_Task to carry out_: Go through the records underneath and count the lines that include the string "Mount". Give nothing but the number.

+===+

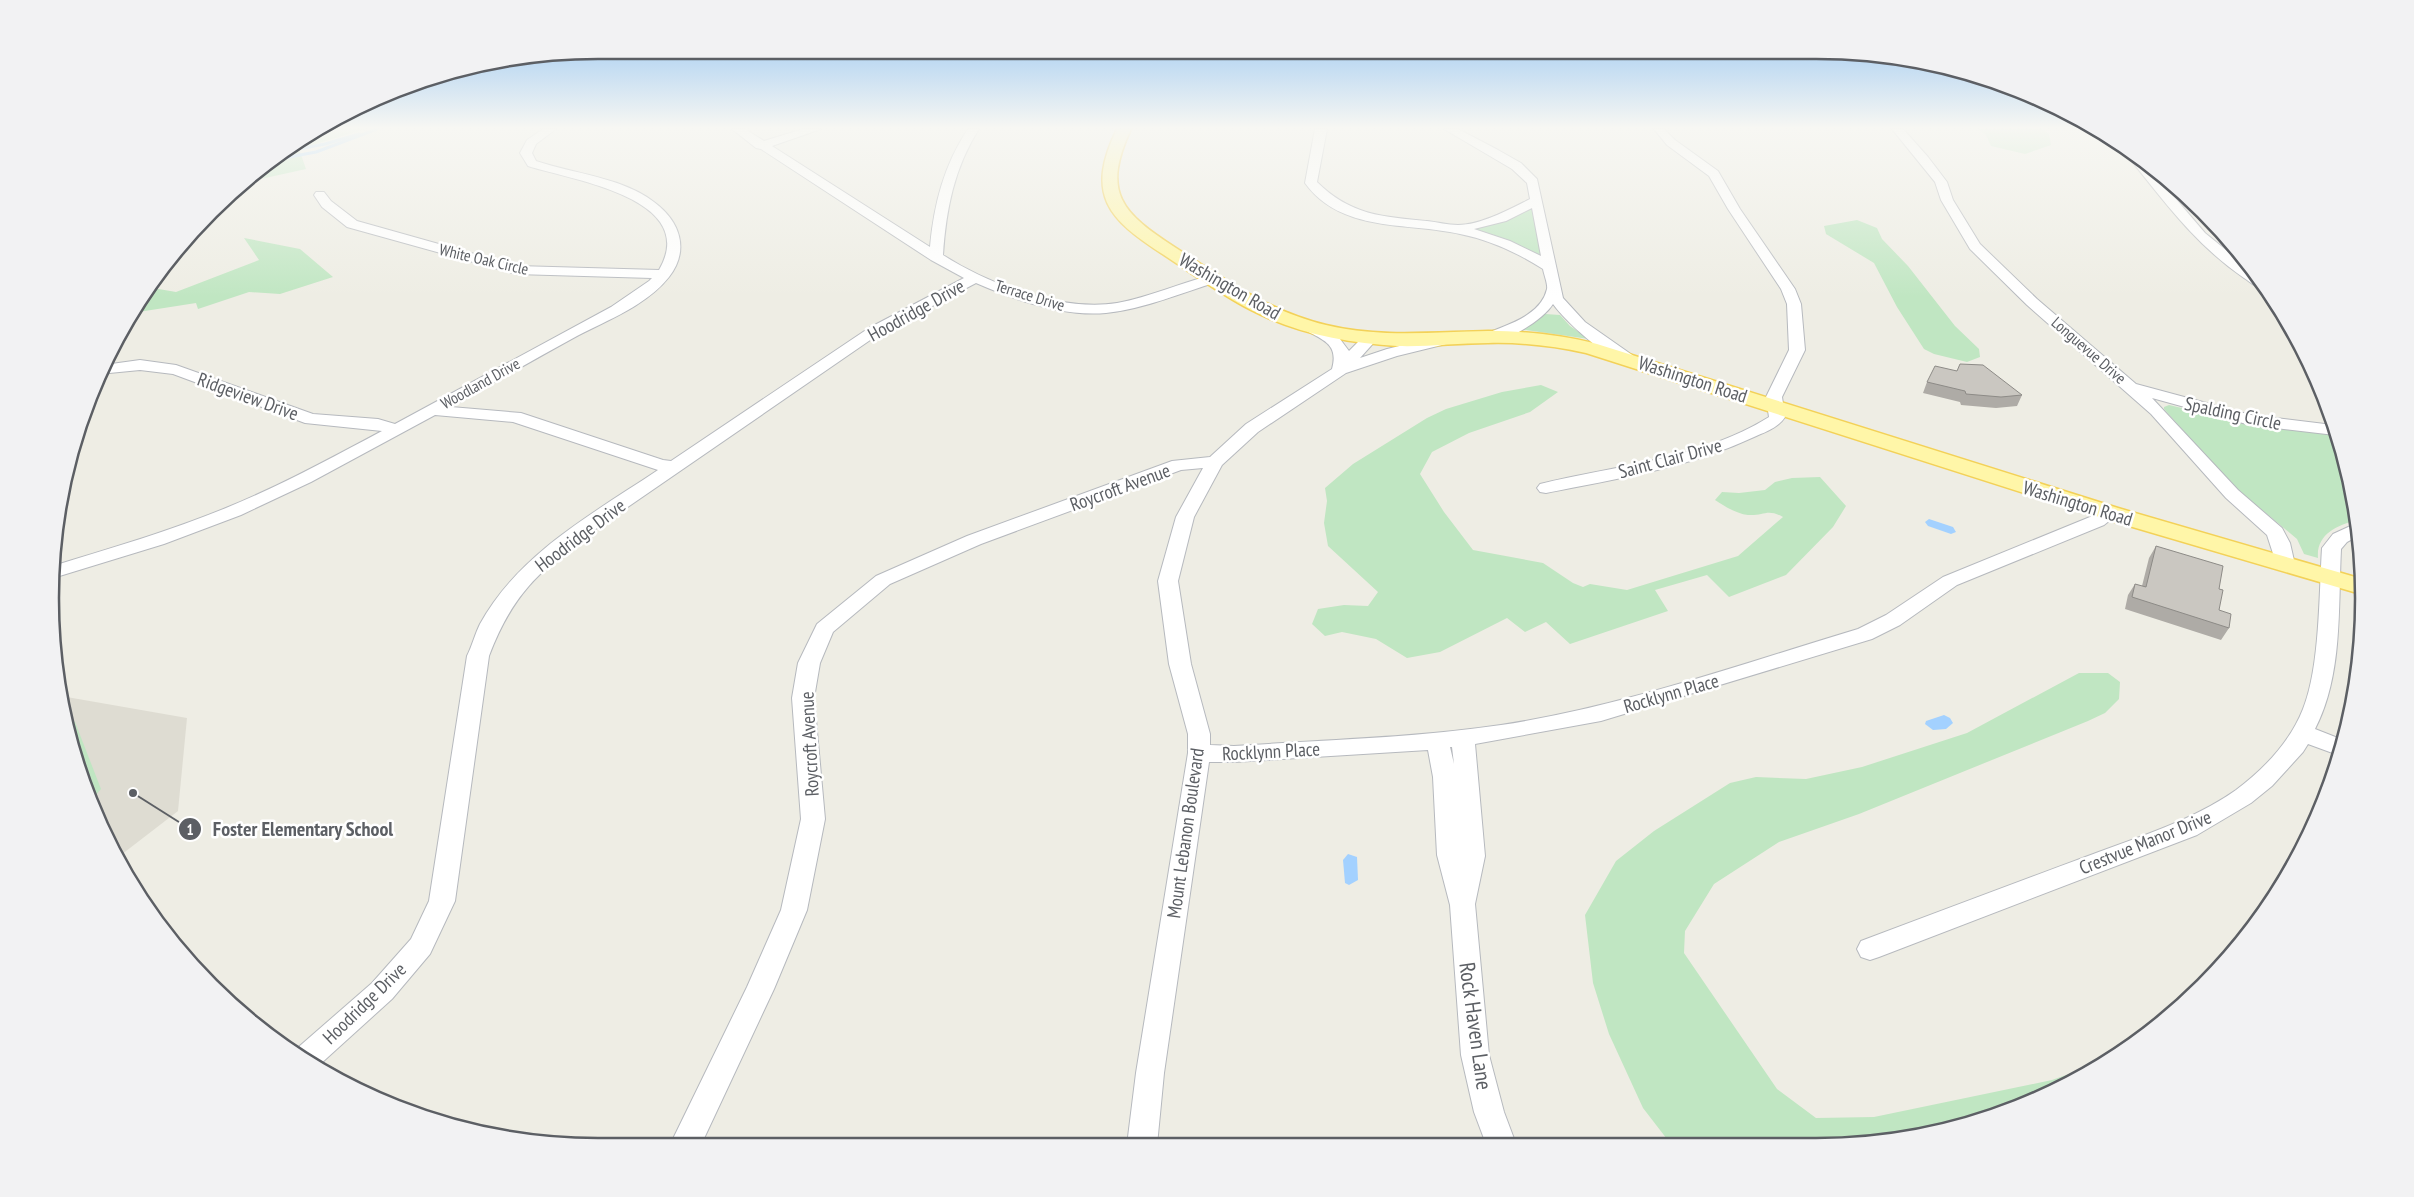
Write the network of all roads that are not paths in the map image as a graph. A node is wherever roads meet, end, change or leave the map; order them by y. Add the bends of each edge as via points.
1 (608, 185) edge
2 (822, 185) edge
3 (946, 185) edge
4 (1110, 185) edge
5 (1313, 185) edge
6 (1534, 185) edge
7 (1721, 185) edge
8 (1942, 185) edge
9 (2157, 185) edge
10 (320, 195) dead end
11 (1537, 201) junction
12 (928, 229) junction
13 (1457, 229) junction
14 (898, 233) junction
15 (936, 257) junction
16 (1549, 267) junction
17 (2245, 272) edge
18 (664, 274) junction
19 (975, 278) junction
20 (1212, 279) junction
21 (1553, 290) junction
22 (1310, 327) junction
23 (1490, 337) junction
24 (1370, 338) junction
25 (1446, 340) junction
26 (1630, 360) junction
27 (110, 369) edge
28 (1339, 371) junction
29 (2132, 387) junction
30 (1776, 406) junction
31 (432, 410) junction
32 (395, 429) junction
33 (2328, 429) edge
34 (1215, 462) junction
35 (673, 467) junction
36 (1546, 488) dead end
37 (2110, 513) junction
38 (2351, 532) edge
39 (2286, 565) junction
40 (60, 570) edge
41 (2330, 578) junction
42 (2355, 585) edge
43 (2303, 733) junction
44 (1463, 738) junction
45 (1438, 741) junction
46 (2335, 746) edge
47 (1199, 753) junction
48 (1459, 821) junction
49 (1870, 949) dead end
50 (310, 1054) edge
51 (688, 1138) edge
52 (1143, 1138) edge
53 (1499, 1138) edge

1 - 18 street, Woodland Drive via 625,191 662,215 672,229 676,246
2 - 14 street, Terrace Drive
3 - 12 street
4 - 20 main road, Washington Road via 1116,206 1126,220
5 - 13 street via 1336,206 1366,216 1400,224
6 - 11 street
7 - 30 street via 1792,297 1797,350 1774,396
8 - 29 street, Longuevue Drive via 1947,200 1975,246 2032,302
9 - 17 street via 2200,236
10 - 18 street, White Oak Circle via 326,204 352,224 516,270
11 - 13 street via 1501,218
11 - 16 street
12 - 14 street
12 - 15 street
13 - 16 street via 1499,241 1530,254
14 - 15 street, Terrace Drive
15 - 19 street, Terrace Drive
16 - 21 street
18 - 31 street, Woodland Drive via 616,310
19 - 20 street, Terrace Drive via 1061,306 1089,310 1129,304
19 - 35 street, Hoodridge Drive via 874,331
20 - 22 main road, Washington Road via 1257,306
21 - 23 street via 1548,304 1539,314
21 - 26 street via 1560,305 1573,319
22 - 24 main road, Washington Road
22 - 28 street via 1341,348 1344,360
23 - 25 main road, Washington Road
23 - 26 main road, Washington Road via 1566,343
24 - 25 main road, Washington Road
24 - 28 street, Mount Lebanon Boulevard
25 - 28 street via 1392,352
26 - 30 main road, Washington Road
27 - 32 street, Ridgeview Drive via 140,365 176,370 311,419 378,424
28 - 34 street, Mount Lebanon Boulevard via 1252,428
29 - 33 street, Spalding Circle via 2250,420
29 - 39 street, Longuevue Drive via 2232,494 2275,532
30 - 36 street, Saint Clair Drive via 1774,421 1710,450
30 - 37 main road, Washington Road
31 - 32 street, Woodland Drive
31 - 35 street via 515,417
32 - 40 street, Woodland Drive via 257,501 172,534
34 - 47 street, Mount Lebanon Boulevard via 1185,517 1168,581 1180,664 1199,734
34 - 51 street, Roycroft Avenue via 1178,465 974,540 883,580 824,629 809,663 803,698 813,818 794,910
35 - 50 street, Hoodridge Drive via 543,559 510,594 490,625 478,656 442,901 421,946 389,983
37 - 39 main road, Washington Road
37 - 44 street, Rocklynn Place via 1950,581 1886,624 1851,640 1602,713 1502,734
38 - 41 street, Crestvue Manor Drive via 2340,538 2332,548
39 - 41 main road, Washington Road
41 - 42 main road, Washington Road
41 - 43 street, Crestvue Manor Drive via 2323,677 2314,710
43 - 46 street
43 - 49 street, Crestvue Manor Drive via 2283,762 2257,786 2228,807 2188,828
44 - 45 street, Rocklynn Place
44 - 48 street, Rock Haven Lane
45 - 47 street, Rocklynn Place via 1234,754
45 - 48 street, Rock Haven Lane
47 - 52 street, Mount Lebanon Boulevard
48 - 53 street, Rock Haven Lane via 1472,856 1463,905 1475,1055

+===+

_Answer to this task_: 4